→ REQUIREMENT: Reply only with how many lines below contain "moveTo".

→ DATASET EXTRACT:

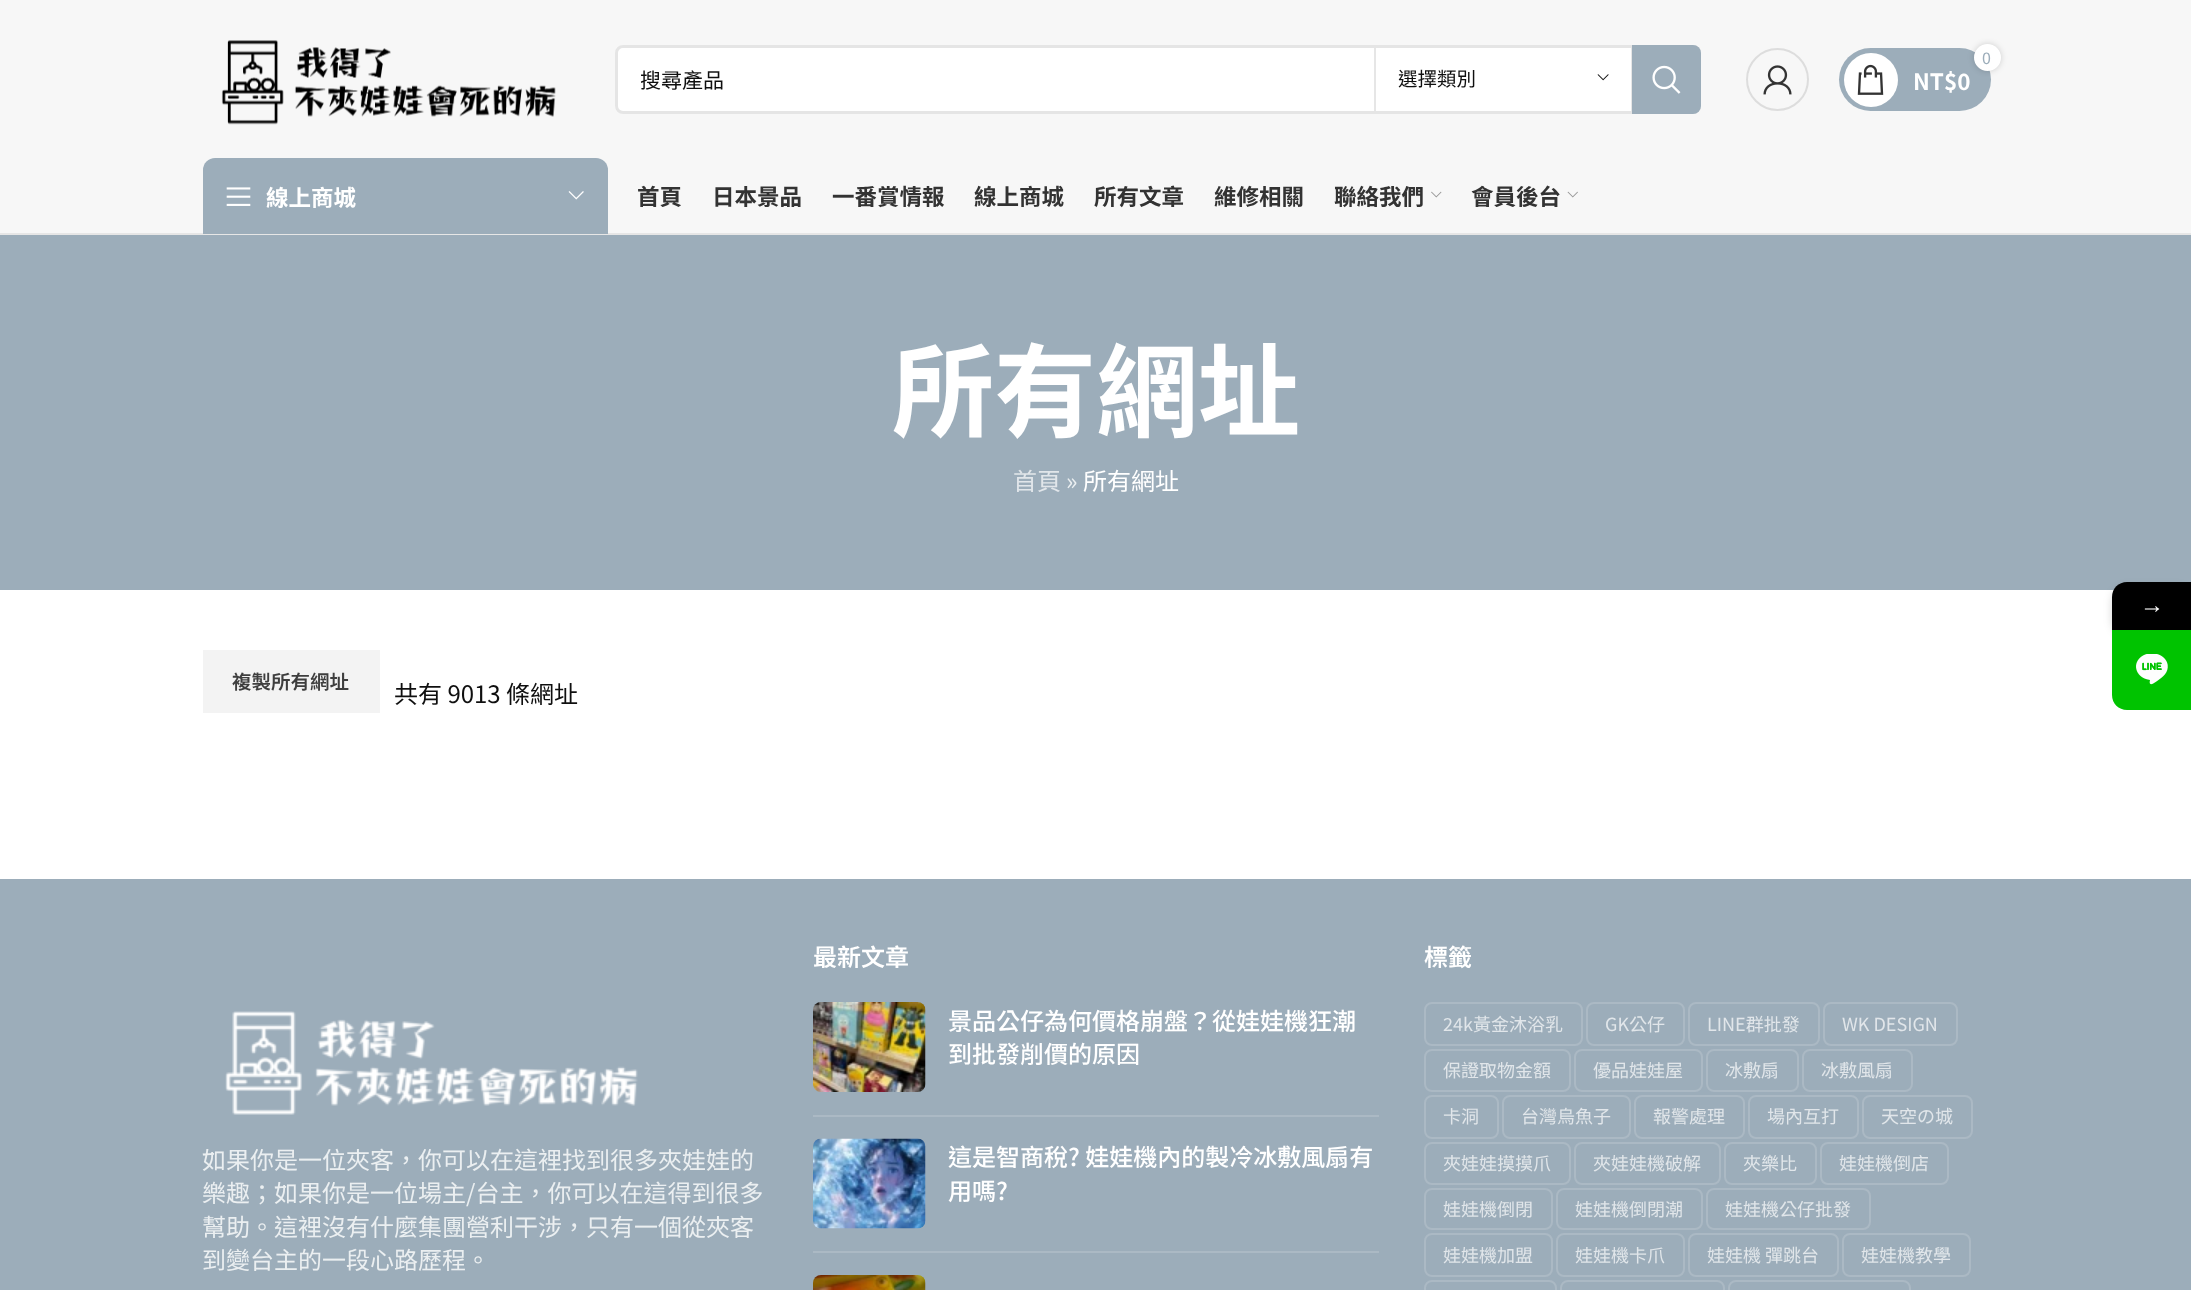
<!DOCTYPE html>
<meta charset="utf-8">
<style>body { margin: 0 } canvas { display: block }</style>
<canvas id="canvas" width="2191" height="1290"></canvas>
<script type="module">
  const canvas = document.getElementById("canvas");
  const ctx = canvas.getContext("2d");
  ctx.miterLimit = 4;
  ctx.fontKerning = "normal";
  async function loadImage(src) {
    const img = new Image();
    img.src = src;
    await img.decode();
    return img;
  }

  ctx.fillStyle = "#ffffff";
  ctx.fillRect(0, 0, 2191, 1290);
  ctx.fillStyle = "#f7f7f7";
  ctx.fillRect(0, 0, 2191, 233);
  ctx.drawImage(await loadImage("img1.png"), 221, 40, 335, 85);
  ctx.fillStyle = "#ffffff";
  ctx.beginPath();
  ctx.roundRect(615, 45, 1086, 69, 8);
  ctx.fill();
  ctx.beginPath();
  ctx.roundRect(616.5, 46.5, 1083, 66, 6.5);
  ctx.strokeStyle = "rgba(0, 0, 0, 0.1)";
  ctx.lineWidth = 3;
  ctx.stroke();
  ctx.save();
  ctx.beginPath();
  ctx.rect(641, 65, 685, 30);
  ctx.clip();
  ctx.font = "21px Noto Sans TC";
  ctx.fillStyle = "#0f0f0f";
  ctx.fillText("搜尋產品", 640, 88);
  ctx.restore();
  ctx.fillStyle = "#e6e6e6";
  ctx.fillRect(1631, 48, 1, 63);
  ctx.fillRect(1374, 48, 2, 63);
  ctx.font = "19.5px Noto Sans TC";
  ctx.fillStyle = "#0f0f0f";
  ctx.fillText("選擇類別", 1398, 86);
  ctx.drawImage(await loadImage("img2.png"), 1597, 74, 12, 7);
  ctx.fillStyle = "#9cadba";
  ctx.beginPath();
  ctx.roundRect(1632, 45, 69, 69, [0, 8, 8, 0]);
  ctx.fill();
  ctx.drawImage(await loadImage("img3.png"), 1652, 65, 29, 29);
  ctx.beginPath();
  ctx.arc(1777.5, 79.5, 30.5, 0, Math.PI * 2);
  ctx.strokeStyle = "#dddddd";
  ctx.lineWidth = 2;
  ctx.stroke();
  ctx.drawImage(await loadImage("img4.png"), 1763, 65, 29, 30);
  ctx.beginPath();
  ctx.roundRect(1839, 48, 152, 63, 31.5);
  ctx.fill();
  ctx.fillStyle = "#ffffff";
  ctx.beginPath();
  ctx.arc(1871, 80, 27, 0, Math.PI * 2);
  ctx.fill();
  ctx.fillStyle = "rgba(0, 0, 0, 0.17)";
  ctx.filter = "blur(3px)";
  ctx.beginPath();
  ctx.roundRect(1974, 44, 27, 27, 13.5);
  ctx.fill();
  ctx.filter = "none";
  ctx.fillStyle = "#ffffff";
  ctx.beginPath();
  ctx.arc(1987.5, 57.5, 13.5, 0, Math.PI * 2);
  ctx.fill();
  ctx.font = "16px Noto Sans TC";
  ctx.fillStyle = "#9cadba";
  ctx.fillText("0", 1982, 64);
  ctx.drawImage(await loadImage("img5.png"), 1857, 64, 27, 31);
  ctx.font = "bold 22.5px Noto Sans TC";
  ctx.fillStyle = "#ffffff";
  ctx.fillText("NT$0", 1913, 90);
  ctx.fillStyle = "#e6e6e6";
  ctx.fillRect(0, 233, 2191, 2);
  ctx.fillStyle = "#9cadba";
  ctx.beginPath();
  ctx.roundRect(203, 158, 405, 76, [12, 12, 0, 0]);
  ctx.fill();
  ctx.drawImage(await loadImage("img6.png"), 226, 187, 25, 19);
  ctx.fillStyle = "#ffffff";
  ctx.fillText("線上商城", 266, 206);
  ctx.drawImage(await loadImage("img7.png"), 568, 191, 16, 9);
  ctx.fillStyle = "#333333";
  ctx.fillText("首頁", 637, 205);
  ctx.fillText("日本景品", 712, 205);
  ctx.fillText("一番賞情報", 832, 205);
  ctx.fillText("線上商城", 974, 205);
  ctx.fillText("所有文章", 1094, 205);
  ctx.fillText("維修相關", 1214, 205);
  ctx.fillText("聯絡我們", 1334, 205);
  ctx.drawImage(await loadImage("img8.png"), 1431, 191, 11, 7);
  ctx.fillText("會員後台", 1471, 205);
  ctx.drawImage(await loadImage("img9.png"), 1567, 191, 11, 7);
  ctx.fillStyle = "#9cadba";
  ctx.fillRect(0, 235, 2191, 355);
  ctx.font = "bold 102px Noto Sans TC";
  ctx.fillStyle = "#ffffff";
  ctx.fillText("所有網址", 892, 429);
  ctx.font = "24px Noto Sans TC";
  ctx.fillStyle = "#e1e6ea";
  ctx.fillText("首頁", 1013, 490);
  ctx.fillStyle = "#ebeff1";
  ctx.fillText("»", 1066, 490);
  ctx.fillStyle = "#ffffff";
  ctx.fillText("所有網址", 1083, 490);
  ctx.fillStyle = "#f3f3f3";
  ctx.fillRect(203, 650, 177, 63);
  ctx.font = "600 19.5px Noto Sans TC";
  ctx.fillStyle = "#3e3e3e";
  ctx.fillText("複製所有網址", 232, 689);
  ctx.font = "24px Noto Sans TC";
  ctx.fillStyle = "#0f0f0f";
  ctx.fillText("共有 9013 條網址", 394, 703);
  ctx.fillStyle = "#9cadba";
  ctx.fillRect(0, 879, 2191, 411);
  ctx.drawImage(await loadImage("img10.png"), 225, 1011, 413, 104);
  ctx.fillStyle = "#ebeff1";
  ctx.fillText("如果你是一位夾客，你可以在這裡找到很多夾娃娃的", 202, 1169);
  ctx.fillText("樂趣；如果你是一位場主/台主，你可以在這得到很多", 202, 1202);
  ctx.fillText("幫助。這裡沒有什麼集團營利干涉，只有一個從夾客", 202, 1236);
  ctx.fillText("到變台主的一段心路歷程。", 202, 1269);
  ctx.font = "600 24px Noto Sans TC";
  ctx.fillStyle = "#ffffff";
  ctx.fillText("最新文章", 813, 966);
  ctx.fillStyle = "#abb9c4";
  ctx.fillRect(813, 1115, 566, 2);
  ctx.drawImage(await loadImage("img11.png"), 813, 1002, 113, 90);
  ctx.font = "500 24px Noto Sans TC";
  ctx.fillStyle = "#ffffff";
  ctx.fillText("景品公仔為何價格崩盤？從娃娃機狂潮", 948, 1030);
  ctx.fillText("到批發削價的原因", 948, 1063);
  ctx.fillStyle = "#abb9c4";
  ctx.fillRect(813, 1251, 566, 2);
  ctx.drawImage(await loadImage("img12.png"), 813, 1138, 113, 91);
  ctx.fillStyle = "#ffffff";
  ctx.fillText("這是智商稅? 娃娃機內的製冷冰敷風扇有", 948, 1166);
  ctx.fillText("用嗎?", 948, 1200);
  ctx.drawImage(await loadImage("img13.png"), 813, 1275, 113, 15);
  ctx.font = "600 24px Noto Sans TC";
  ctx.fillText("標籤", 1424, 966);
  ctx.beginPath();
  ctx.roundRect(1425, 1003, 157, 42, 7);
  ctx.strokeStyle = "#abb9c4";
  ctx.stroke();
  ctx.font = "18px Noto Sans TC";
  ctx.fillStyle = "#e1e6ea";
  ctx.fillText("24k黃金沐浴乳", 1443, 1031);
  ctx.beginPath();
  ctx.roundRect(1587, 1003, 97, 42, 7);
  ctx.stroke();
  ctx.fillText("GK公仔", 1605, 1031);
  ctx.beginPath();
  ctx.roundRect(1689, 1003, 130, 42, 7);
  ctx.stroke();
  ctx.fillText("LINE群批發", 1707, 1031);
  ctx.beginPath();
  ctx.roundRect(1824, 1003, 133, 42, 7);
  ctx.stroke();
  ctx.fillText("WK DESIGN", 1842, 1031);
  ctx.beginPath();
  ctx.roundRect(1425, 1050, 145, 41, 7);
  ctx.stroke();
  ctx.fillText("保證取物金額", 1443, 1077);
  ctx.beginPath();
  ctx.roundRect(1575, 1050, 127, 41, 7);
  ctx.stroke();
  ctx.fillText("優品娃娃屋", 1593, 1077);
  ctx.beginPath();
  ctx.roundRect(1707, 1050, 91, 41, 7);
  ctx.stroke();
  ctx.fillText("冰敷扇", 1725, 1077);
  ctx.beginPath();
  ctx.roundRect(1803, 1050, 109, 41, 7);
  ctx.stroke();
  ctx.fillText("冰敷風扇", 1821, 1077);
  ctx.beginPath();
  ctx.roundRect(1425, 1096, 73, 42, 7);
  ctx.stroke();
  ctx.fillText("卡洞", 1443, 1123);
  ctx.beginPath();
  ctx.roundRect(1503, 1096, 127, 42, 7);
  ctx.stroke();
  ctx.fillText("台灣烏魚子", 1521, 1123);
  ctx.beginPath();
  ctx.roundRect(1635, 1096, 109, 42, 7);
  ctx.stroke();
  ctx.fillText("報警處理", 1653, 1123);
  ctx.beginPath();
  ctx.roundRect(1749, 1096, 109, 42, 7);
  ctx.stroke();
  ctx.fillText("場內互打", 1767, 1123);
  ctx.beginPath();
  ctx.roundRect(1863, 1096, 109, 42, 7);
  ctx.stroke();
  ctx.fillText("天空の城", 1881, 1123);
  ctx.beginPath();
  ctx.roundRect(1425, 1143, 145, 41, 7);
  ctx.stroke();
  ctx.fillText("夾娃娃摸摸爪", 1443, 1170);
  ctx.beginPath();
  ctx.roundRect(1575, 1143, 145, 41, 7);
  ctx.stroke();
  ctx.fillText("夾娃娃機破解", 1593, 1170);
  ctx.beginPath();
  ctx.roundRect(1725, 1143, 91, 41, 7);
  ctx.stroke();
  ctx.fillText("夾樂比", 1743, 1170);
  ctx.beginPath();
  ctx.roundRect(1821, 1143, 127, 41, 7);
  ctx.stroke();
  ctx.fillText("娃娃機倒店", 1839, 1170);
  ctx.beginPath();
  ctx.roundRect(1425, 1189, 127, 40, 7);
  ctx.stroke();
  ctx.fillText("娃娃機倒閉", 1443, 1216);
  ctx.beginPath();
  ctx.roundRect(1557, 1189, 145, 40, 7);
  ctx.stroke();
  ctx.fillText("娃娃機倒閉潮", 1575, 1216);
  ctx.beginPath();
  ctx.roundRect(1707, 1189, 163, 40, 7);
  ctx.stroke();
  ctx.fillText("娃娃機公仔批發", 1725, 1216);
  ctx.beginPath();
  ctx.roundRect(1425, 1234, 127, 42, 7);
  ctx.stroke();
  ctx.fillText("娃娃機加盟", 1443, 1262);
  ctx.beginPath();
  ctx.roundRect(1557, 1234, 127, 42, 7);
  ctx.stroke();
  ctx.fillText("娃娃機卡爪", 1575, 1262);
  ctx.beginPath();
  ctx.roundRect(1689, 1234, 149, 42, 7);
  ctx.stroke();
  ctx.fillText("娃娃機 彈跳台", 1707, 1262);
  ctx.beginPath();
  ctx.roundRect(1843, 1234, 127, 42, 7);
  ctx.stroke();
  ctx.fillText("娃娃機教學", 1861, 1262);
  ctx.beginPath();
  ctx.roundRect(1425, 1281, 131, 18, 7);
  ctx.stroke();
  ctx.beginPath();
  ctx.roundRect(1561, 1281, 163, 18, 7);
  ctx.stroke();
  ctx.beginPath();
  ctx.roundRect(1729, 1281, 181, 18, 7);
  ctx.stroke();
  ctx.fillStyle = "rgba(0, 0, 0, 0.16)";
  ctx.filter = "blur(4.5px)";
  ctx.beginPath();
  ctx.roundRect(2112, 587, 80, 48, 15);
  ctx.fill();
  ctx.filter = "none";
  ctx.fillStyle = "#000000";
  ctx.beginPath();
  ctx.moveTo(2127, 582);
  ctx.lineTo(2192, 582);
  ctx.lineTo(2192, 630);
  ctx.lineTo(2112, 630);
  ctx.lineTo(2112, 597);
  ctx.bezierCurveTo(2112, 588.5, 2118.5, 582, 2127, 582);
  ctx.closePath();
  ctx.fill();
  ctx.font = "24px Liberation Serif";
  ctx.fillStyle = "#ffffff";
  ctx.fillText("→", 2140, 613);
  ctx.fillStyle = "#00c300";
  ctx.beginPath();
  ctx.moveTo(2112, 630);
  ctx.lineTo(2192, 630);
  ctx.lineTo(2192, 710);
  ctx.lineTo(2127, 710);
  ctx.bezierCurveTo(2118.5, 710, 2112, 703.5, 2112, 695);
  ctx.closePath();
  ctx.fill();
  ctx.drawImage(await loadImage("img14.png"), 2136, 654, 32, 31);
</script>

→ REPLY: 2